Cell culture and drug(s) treatment

Prostatic cancer cell lines of human origin PC3, TSUPr1, and DuPro were purchased from American Type Culture Collection (Manassas, VA, USA). Cell lines were cultured and maintained in RPMI 1640 supplemented with 10% (v/v) fetal bovine serum, 2 mM l-glutamate, and 0.1 μM of penicillin and streptomycin. Media and supplements were obtained from the University of California at San Francisco Cell Culture Facility. For drug treatment, exponentially growing cells were seeded at a density of ∼10⁶ cells/75 cm² flask. After 6 h, the cells were treated at different concentrations (nanomolar to micromolar) of 5-azadC (Sigma Chemical Co., St. Louis, MO, USA) and marked as zero “0” time. Trichostatinn A was dissolved in PBS and diluted with the required volume of the medium, and cells were also treated at different concentrations (4, 10, and 50 nM) of MG-132 (Calbiochem, San Diego, CA, USA) inhibitor of proteasome, dissolved in DMSO and diluted with the required volume of medium for 8–12 h prior to harvest for further investigations. All cells were harvested after 96 h unless otherwise mentioned.

Assays of enzymes

The DNMT enzymatic activity was measured following a previous protocol as standardized in our laboratory (Patra et al. 2001, 2002, 2003). Poly•dI–dC duplex or poly•dG–dC duplex was used as substrate and S-adenosylmethionine (tritiated methyl) as methyl group donor. All assays were performed in duplicates in three sets of independent experiments. Background levels were determined in assays in which the template DNA was omitted. Statistical analyses were performed using Student’s t test.

Caspase-3-like activity was measured according to the kit supplied by Calbiochem.
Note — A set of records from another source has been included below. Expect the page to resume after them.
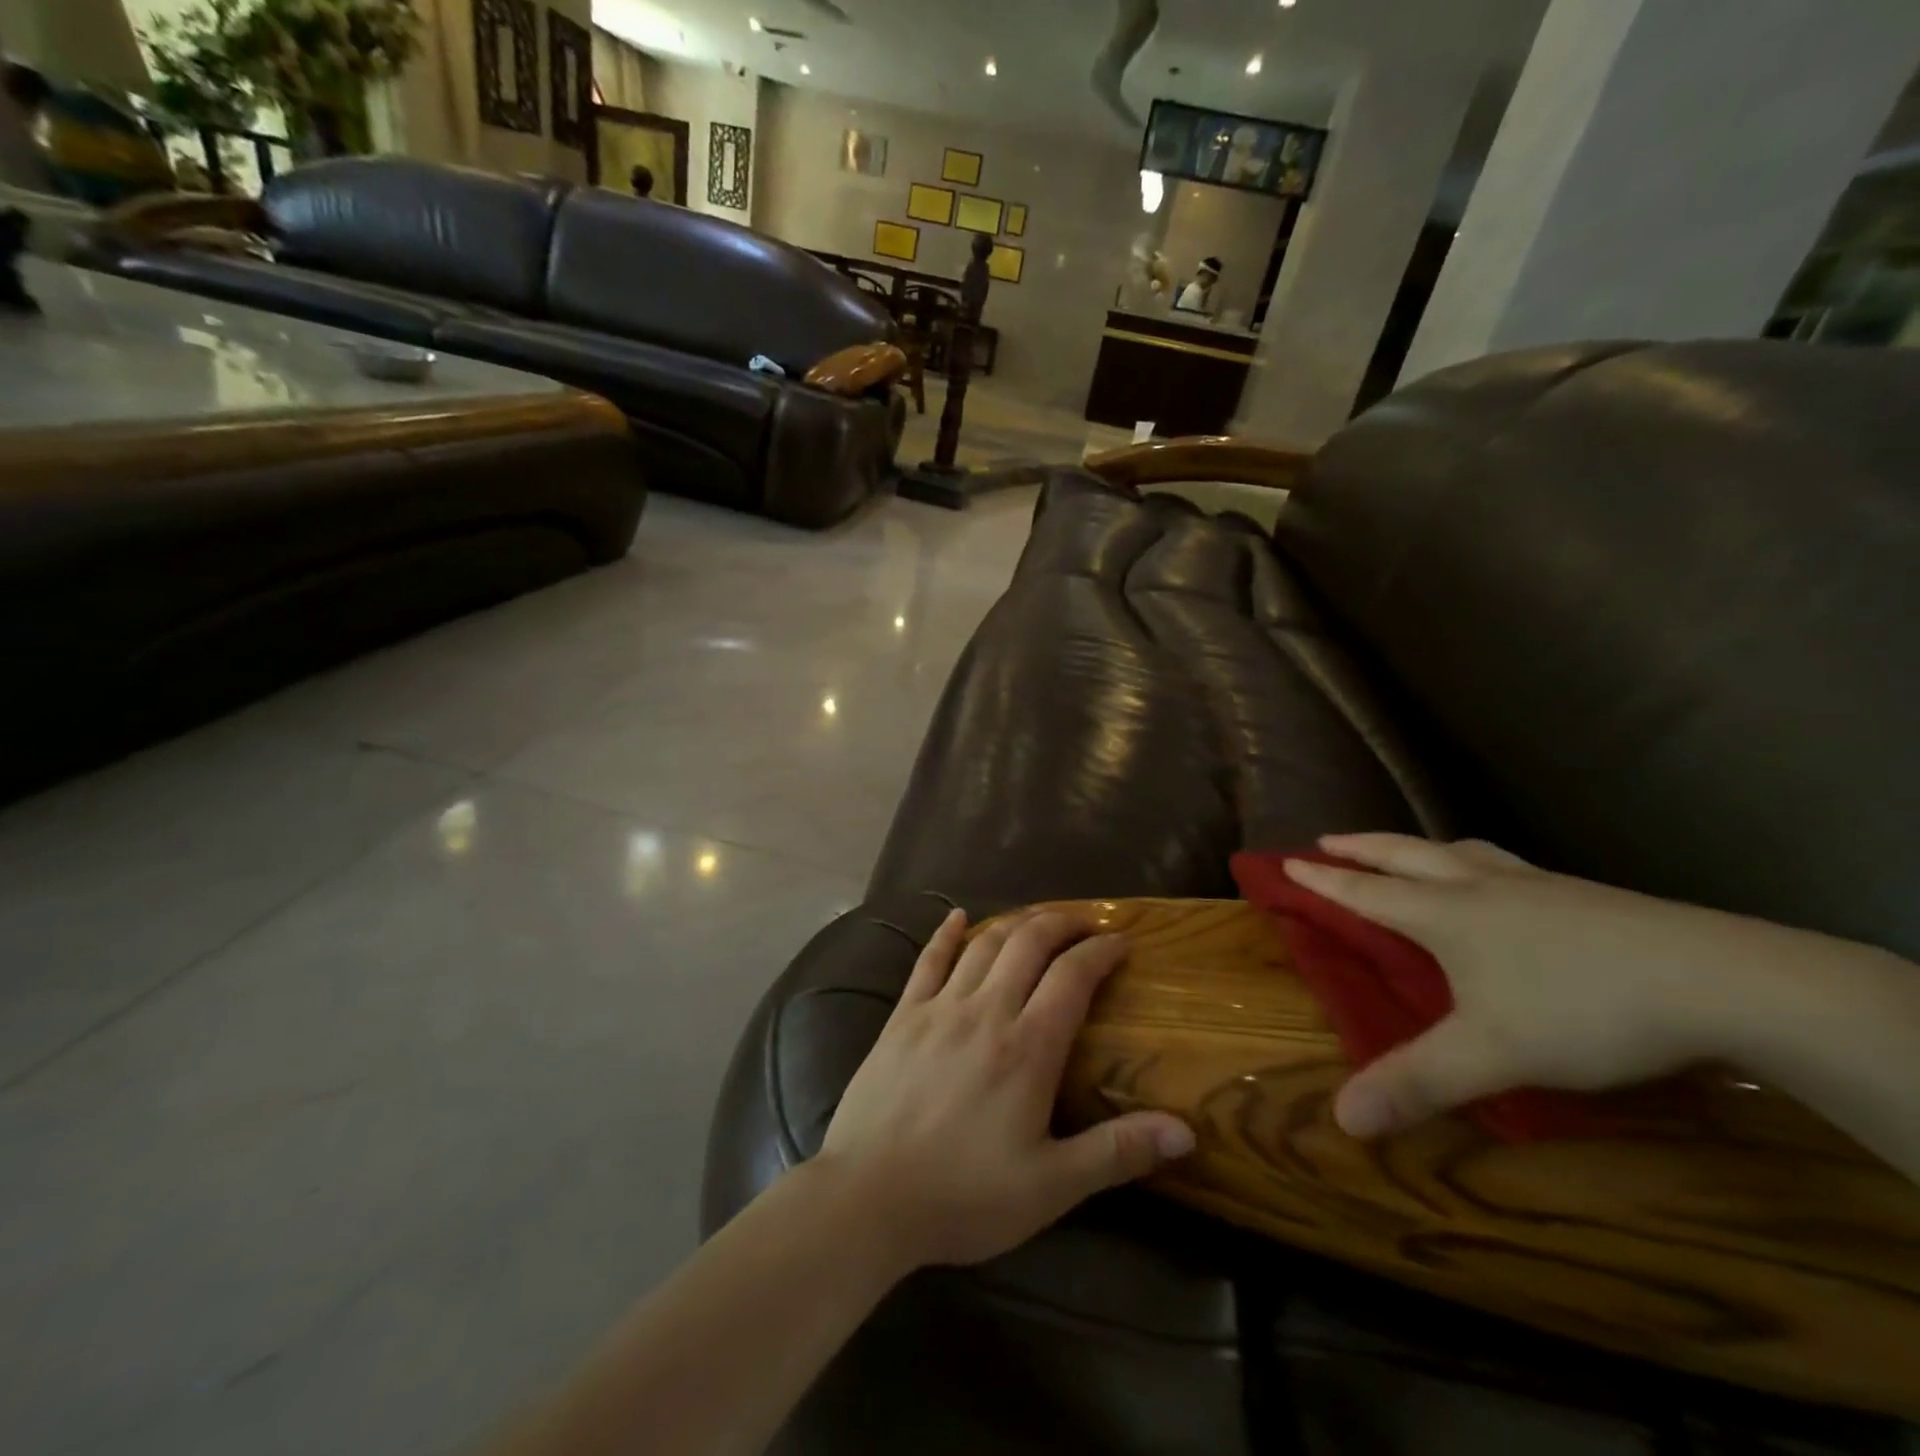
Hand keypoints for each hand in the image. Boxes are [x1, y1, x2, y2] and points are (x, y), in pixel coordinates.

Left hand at [818, 909, 1195, 1269]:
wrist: (868, 1197)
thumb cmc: (965, 1195)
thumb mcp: (1052, 1187)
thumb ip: (1117, 1152)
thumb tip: (1186, 1130)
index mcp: (1028, 1048)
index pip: (1073, 976)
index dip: (1101, 951)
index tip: (1123, 941)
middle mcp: (986, 1011)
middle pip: (1029, 943)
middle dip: (1062, 923)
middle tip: (1086, 922)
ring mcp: (939, 1008)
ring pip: (984, 944)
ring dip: (1015, 922)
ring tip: (1038, 919)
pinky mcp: (902, 1016)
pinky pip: (928, 961)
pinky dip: (945, 934)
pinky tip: (956, 916)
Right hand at [1285, 834, 1829, 1138]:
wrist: (1719, 979)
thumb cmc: (1582, 1008)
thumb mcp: (1492, 1056)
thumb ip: (1416, 1082)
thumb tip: (1341, 1119)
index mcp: (1445, 914)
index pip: (1366, 892)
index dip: (1324, 880)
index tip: (1287, 861)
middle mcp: (1480, 887)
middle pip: (1405, 854)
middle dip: (1362, 847)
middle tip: (1329, 839)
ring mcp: (1534, 885)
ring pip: (1459, 851)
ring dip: (1418, 846)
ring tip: (1406, 849)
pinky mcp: (1582, 894)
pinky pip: (1504, 864)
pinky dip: (1474, 860)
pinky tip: (1499, 881)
Caspase-3 assay kit employs the colorimetric substrate DEVD-pNA that upon cleavage exhibits increased absorption at 405 nm. A caspase-3 inhibitor (Ac-DEVD-CHO) is also used as a prototypic control inhibitor. The DEVD amino acid sequence is derived from the caspase-3 cleavage site in PARP. All the kit components were thawed and immersed in an ice bath until use. Briefly, caspase-3 inhibitor I was warmed to room temperature. In a separate microcentrifuge tube, it was diluted in assay buffer (1:200). Caspase-3 (15 μl, approximately 30 U) diluted in assay buffer (1:50) was used as control. Caspase-3 was not used in assay buffer to blanks. Caspase-3 inhibitor (20 μl) was added in triplicate tubes. Reaction was started by adding 200 μM (final concentration) caspase-3 substrate I and pre-equilibrated to assay temperature at 25°C and measured in a colorimeter/microplate reader.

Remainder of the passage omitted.